[TRY IT] Work out how many lines of the records hold the string "then", and reply with that number alone.
*** Opening of DATA IN THIS EXERCISE ***
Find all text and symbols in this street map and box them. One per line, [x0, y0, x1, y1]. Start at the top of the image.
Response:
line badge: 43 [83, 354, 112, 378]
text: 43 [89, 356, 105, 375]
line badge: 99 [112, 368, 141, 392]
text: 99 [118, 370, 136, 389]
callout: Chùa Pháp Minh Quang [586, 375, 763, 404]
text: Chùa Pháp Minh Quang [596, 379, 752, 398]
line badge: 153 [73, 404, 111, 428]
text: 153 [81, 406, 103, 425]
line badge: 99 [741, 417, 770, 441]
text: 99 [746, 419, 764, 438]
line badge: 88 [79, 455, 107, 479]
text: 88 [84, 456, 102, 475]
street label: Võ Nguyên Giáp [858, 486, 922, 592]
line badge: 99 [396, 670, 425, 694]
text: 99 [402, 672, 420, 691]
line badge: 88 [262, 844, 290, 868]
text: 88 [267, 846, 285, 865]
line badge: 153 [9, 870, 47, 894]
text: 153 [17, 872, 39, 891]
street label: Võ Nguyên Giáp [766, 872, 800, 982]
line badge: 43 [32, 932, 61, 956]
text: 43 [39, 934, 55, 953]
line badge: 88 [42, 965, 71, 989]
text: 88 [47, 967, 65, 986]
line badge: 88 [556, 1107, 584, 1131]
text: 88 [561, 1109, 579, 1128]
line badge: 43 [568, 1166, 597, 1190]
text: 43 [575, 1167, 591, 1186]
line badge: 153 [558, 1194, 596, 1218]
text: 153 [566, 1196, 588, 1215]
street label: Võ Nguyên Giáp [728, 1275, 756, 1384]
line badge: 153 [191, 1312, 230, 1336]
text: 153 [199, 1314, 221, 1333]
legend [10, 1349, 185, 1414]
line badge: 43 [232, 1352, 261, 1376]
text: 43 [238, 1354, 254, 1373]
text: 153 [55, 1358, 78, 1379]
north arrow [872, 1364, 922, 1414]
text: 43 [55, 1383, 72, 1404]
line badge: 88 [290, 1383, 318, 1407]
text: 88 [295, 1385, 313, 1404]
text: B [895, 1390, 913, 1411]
*** Close of DATA IN THIS EXERCISE ***
*** Opening of DATA IN THIS EXERCISE ***
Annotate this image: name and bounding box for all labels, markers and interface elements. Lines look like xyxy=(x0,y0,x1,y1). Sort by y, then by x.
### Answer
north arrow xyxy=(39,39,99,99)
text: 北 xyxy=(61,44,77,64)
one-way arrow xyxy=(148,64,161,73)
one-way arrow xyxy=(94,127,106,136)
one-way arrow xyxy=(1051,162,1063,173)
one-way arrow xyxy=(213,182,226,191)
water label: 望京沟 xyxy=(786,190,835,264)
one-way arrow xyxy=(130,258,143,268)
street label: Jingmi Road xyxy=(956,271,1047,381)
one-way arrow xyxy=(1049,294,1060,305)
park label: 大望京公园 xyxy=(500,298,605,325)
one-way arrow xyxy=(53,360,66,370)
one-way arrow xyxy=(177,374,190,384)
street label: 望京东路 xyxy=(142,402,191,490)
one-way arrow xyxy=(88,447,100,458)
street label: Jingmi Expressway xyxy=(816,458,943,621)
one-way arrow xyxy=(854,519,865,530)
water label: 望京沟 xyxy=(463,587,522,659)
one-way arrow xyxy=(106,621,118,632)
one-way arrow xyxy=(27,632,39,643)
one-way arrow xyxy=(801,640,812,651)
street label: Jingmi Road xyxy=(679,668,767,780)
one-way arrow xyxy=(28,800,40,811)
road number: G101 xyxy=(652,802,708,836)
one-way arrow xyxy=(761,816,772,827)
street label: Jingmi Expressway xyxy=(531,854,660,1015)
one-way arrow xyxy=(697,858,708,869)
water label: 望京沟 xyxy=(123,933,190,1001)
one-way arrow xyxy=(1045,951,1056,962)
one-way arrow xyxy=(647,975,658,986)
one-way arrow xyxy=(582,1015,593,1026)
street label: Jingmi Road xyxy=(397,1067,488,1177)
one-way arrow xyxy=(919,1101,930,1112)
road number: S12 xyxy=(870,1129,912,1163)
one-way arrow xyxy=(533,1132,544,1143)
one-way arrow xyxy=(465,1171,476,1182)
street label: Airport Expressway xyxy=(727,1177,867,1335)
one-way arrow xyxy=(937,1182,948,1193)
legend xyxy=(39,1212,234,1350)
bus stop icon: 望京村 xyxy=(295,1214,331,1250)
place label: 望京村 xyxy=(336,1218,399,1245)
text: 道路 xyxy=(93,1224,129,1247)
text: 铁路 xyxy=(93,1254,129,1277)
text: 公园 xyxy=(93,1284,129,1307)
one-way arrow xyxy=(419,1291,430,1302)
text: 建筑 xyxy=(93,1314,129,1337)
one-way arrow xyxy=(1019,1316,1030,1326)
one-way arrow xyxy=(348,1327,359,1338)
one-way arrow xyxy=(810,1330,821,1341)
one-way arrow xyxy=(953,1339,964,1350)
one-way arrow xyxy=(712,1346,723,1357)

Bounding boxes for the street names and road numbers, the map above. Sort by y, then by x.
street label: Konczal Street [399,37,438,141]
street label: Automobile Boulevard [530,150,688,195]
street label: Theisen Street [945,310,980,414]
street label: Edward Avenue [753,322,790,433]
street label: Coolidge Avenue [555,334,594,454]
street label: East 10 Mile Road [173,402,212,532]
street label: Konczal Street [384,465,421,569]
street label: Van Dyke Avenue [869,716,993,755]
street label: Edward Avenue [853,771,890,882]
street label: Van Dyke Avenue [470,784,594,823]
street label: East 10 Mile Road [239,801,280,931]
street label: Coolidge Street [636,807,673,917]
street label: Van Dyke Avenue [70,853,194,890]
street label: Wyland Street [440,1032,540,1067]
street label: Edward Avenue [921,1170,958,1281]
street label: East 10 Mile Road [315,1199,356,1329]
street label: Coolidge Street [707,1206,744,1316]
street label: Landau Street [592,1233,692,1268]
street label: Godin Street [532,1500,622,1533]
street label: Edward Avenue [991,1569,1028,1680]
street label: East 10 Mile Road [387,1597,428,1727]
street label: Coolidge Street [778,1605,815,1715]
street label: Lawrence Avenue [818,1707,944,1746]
*** Close of DATA IN THIS EXERCISE ***
[TASK RESPONSE] 2